Dressing the insertion site

If a specifically designed adhesive fixation dressing is not available, a simple dry dressing (low‐linting gauze) may be applied around the drain and secured with adhesive tape or an occlusive dressing. Strapping should be avoided as it can restrict chest movement. The dressing should be kept dry and clean, and changed daily or as required. The skin around the drain site should be inspected daily to ensure it is clean, dry, and free from maceration and infection (Havelock et al. [103], Jeffries [119]).

Ongoing care

Clamping of chest drains

Pneumothorax

A bubbling chest drain should never be clamped, as clamping will prevent air leaving the pleural space, which has the potential to cause a tension pneumothorax (Woodrow [290]).

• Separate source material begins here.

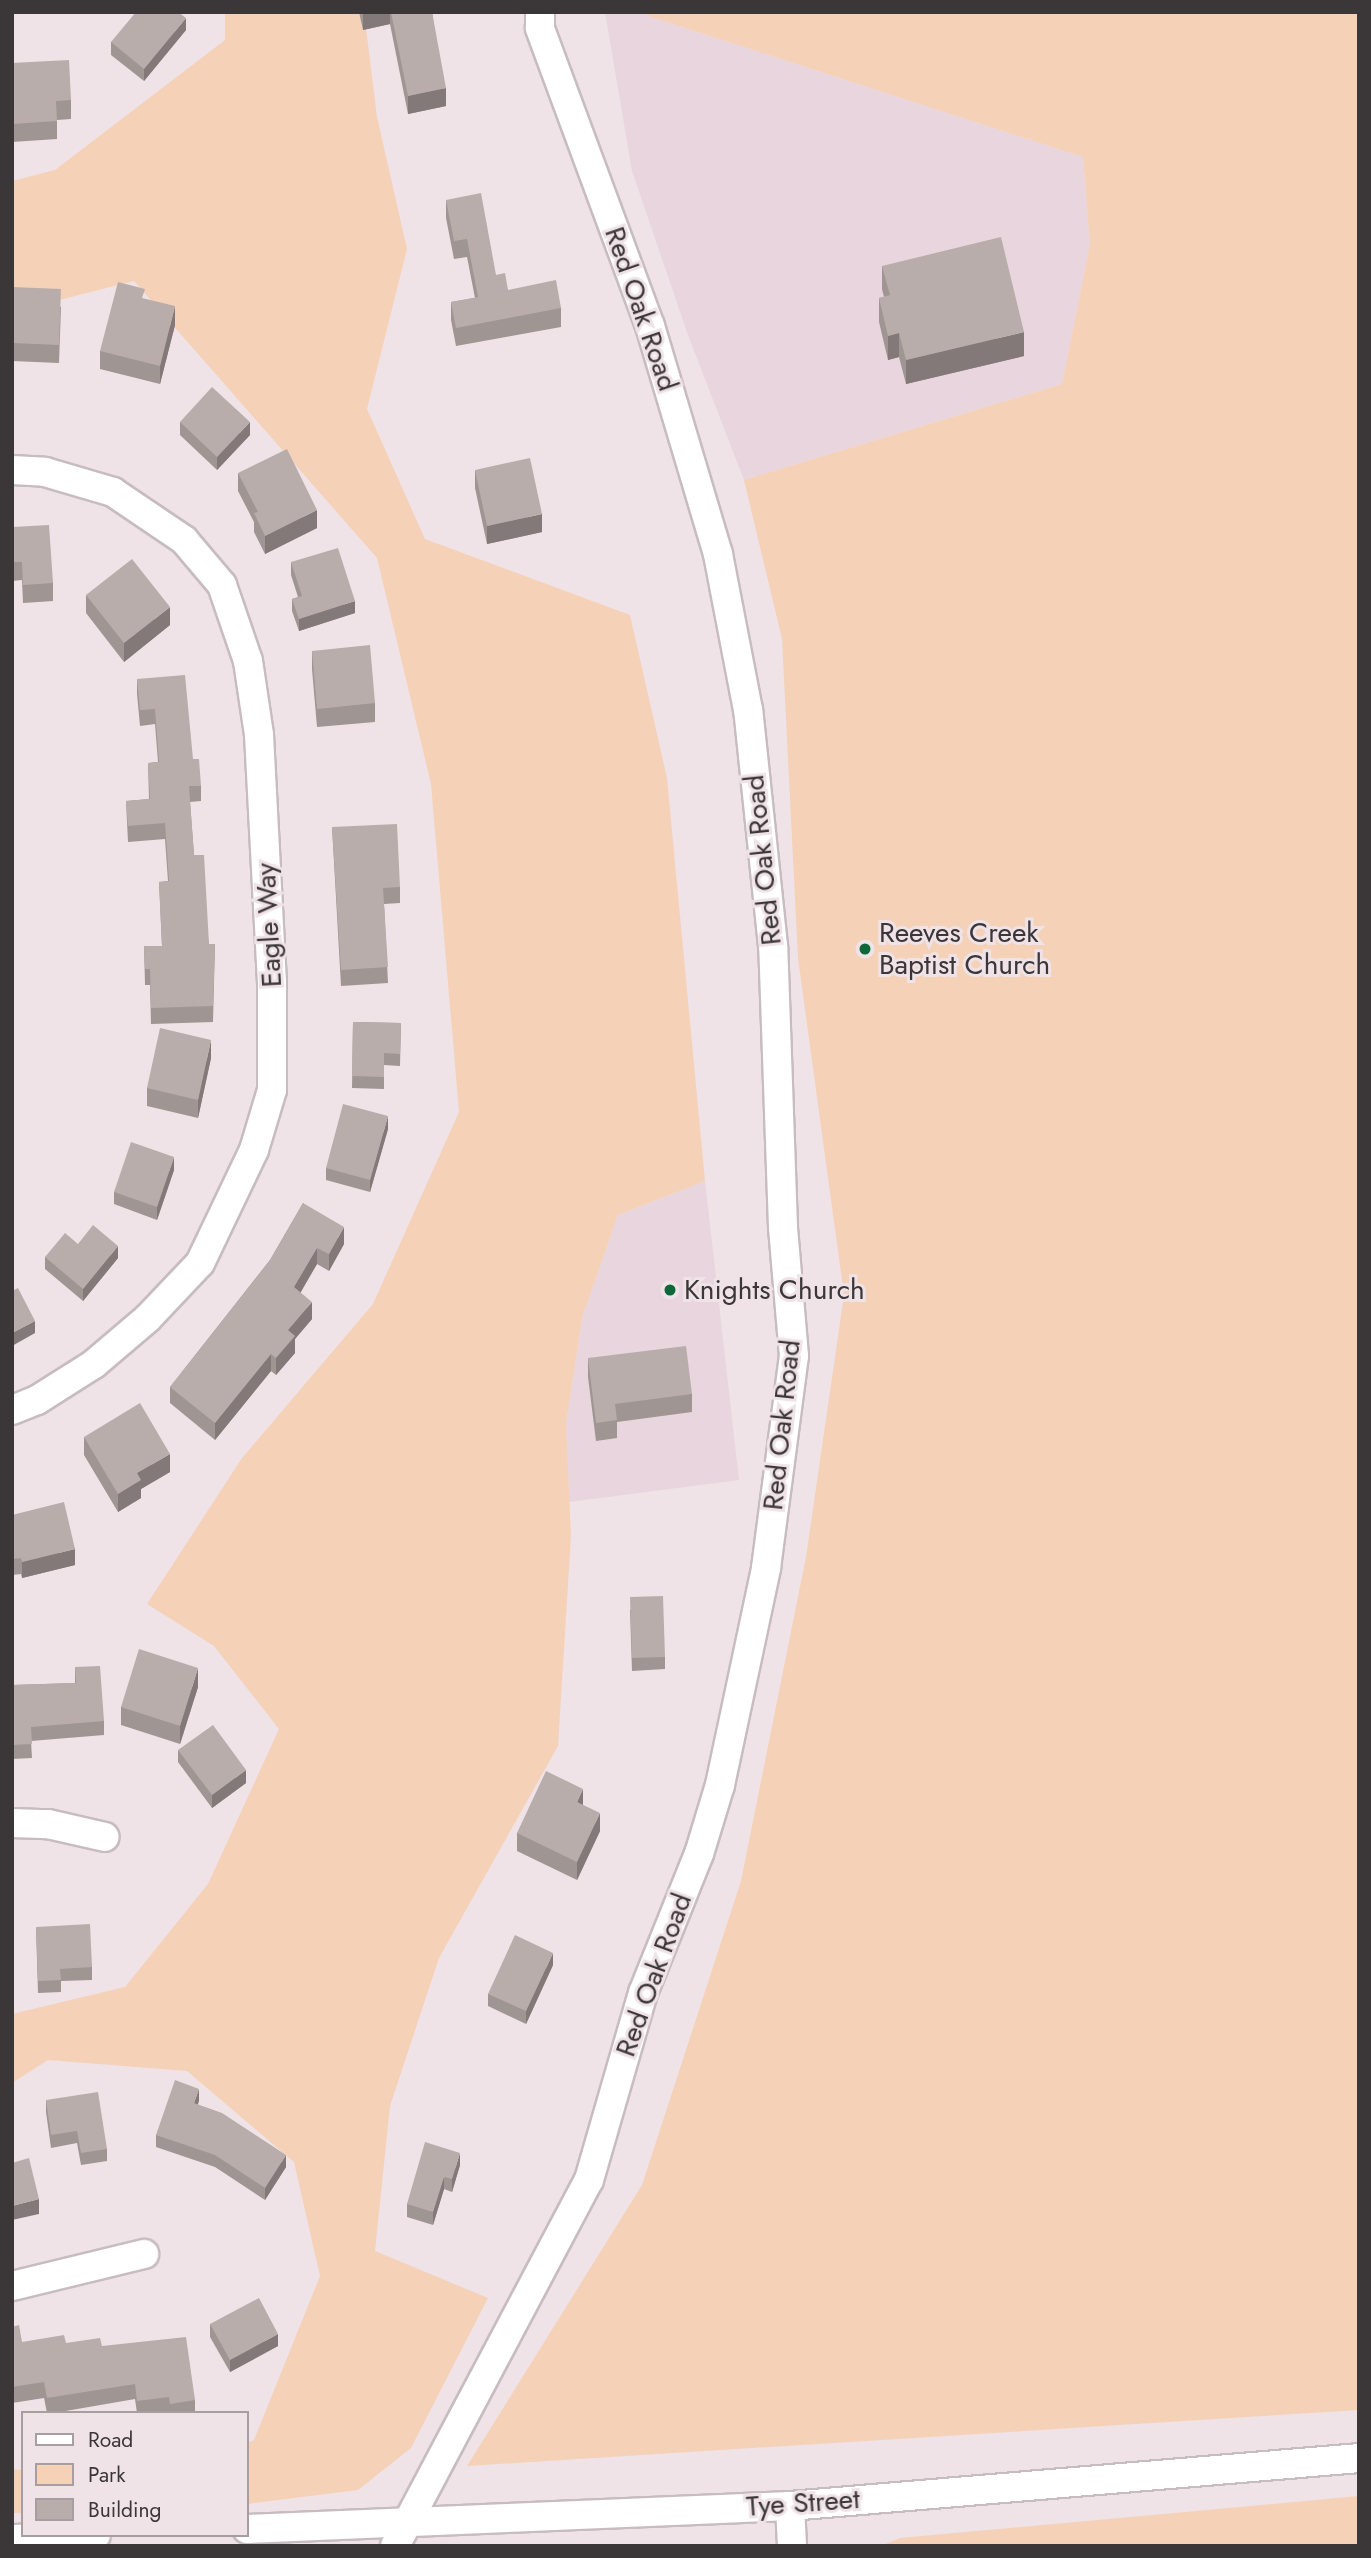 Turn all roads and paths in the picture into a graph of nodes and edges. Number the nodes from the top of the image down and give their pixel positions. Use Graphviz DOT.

The drain should remain unclamped even when patients are mobilizing or being transported to other departments within the hospital. The only time a bubbling chest drain should be momentarily clamped is in the event of accidental disconnection, if there is damage to the drainage bottle or to locate a leak in the drainage system (Mohammed [164], Woodrow [290]).

Pleural effusion

Drainage of a pleural effusion should be controlled by clamping the chest drain intermittently. Davies et al. ([55]) recommend draining off a maximum of 1500 mL in the first hour after insertion, then 1500 mL every 2 hours thereafter. Draining large volumes may cause re‐expansion pulmonary oedema as the lung rapidly re‐expands. It may therefore be advisable to drain off smaller volumes (500 to 1000 mL), especially if the patient is petite or frail. Drainage can either be slowed down or clamped temporarily if the patient experiences pain, starts coughing, experiences vasovagal symptoms or has a drop in blood pressure. Coughing usually subsides within 15 minutes, analgesia can be administered to help with pain, and an IV fluid bolus can be given if the patient becomes haemodynamically unstable. The chest drain should be unclamped in the event of an acute clinical deterioration (Havelock et al. [103]) and expert help sought immediately.

Stripping and milking of chest drains

Stripping and milking of chest tubes to keep tubing patent increases the negative pressure in the intrathoracic cavity to −100 to −400 cmH2O. Such an increase in negative pressure may harm lung tissue; therefore, milking or stripping of chest tubes on a routine basis should be avoided (Mohammed [164]). If a chest drain becomes blocked, the tubing should be flushed or replaced.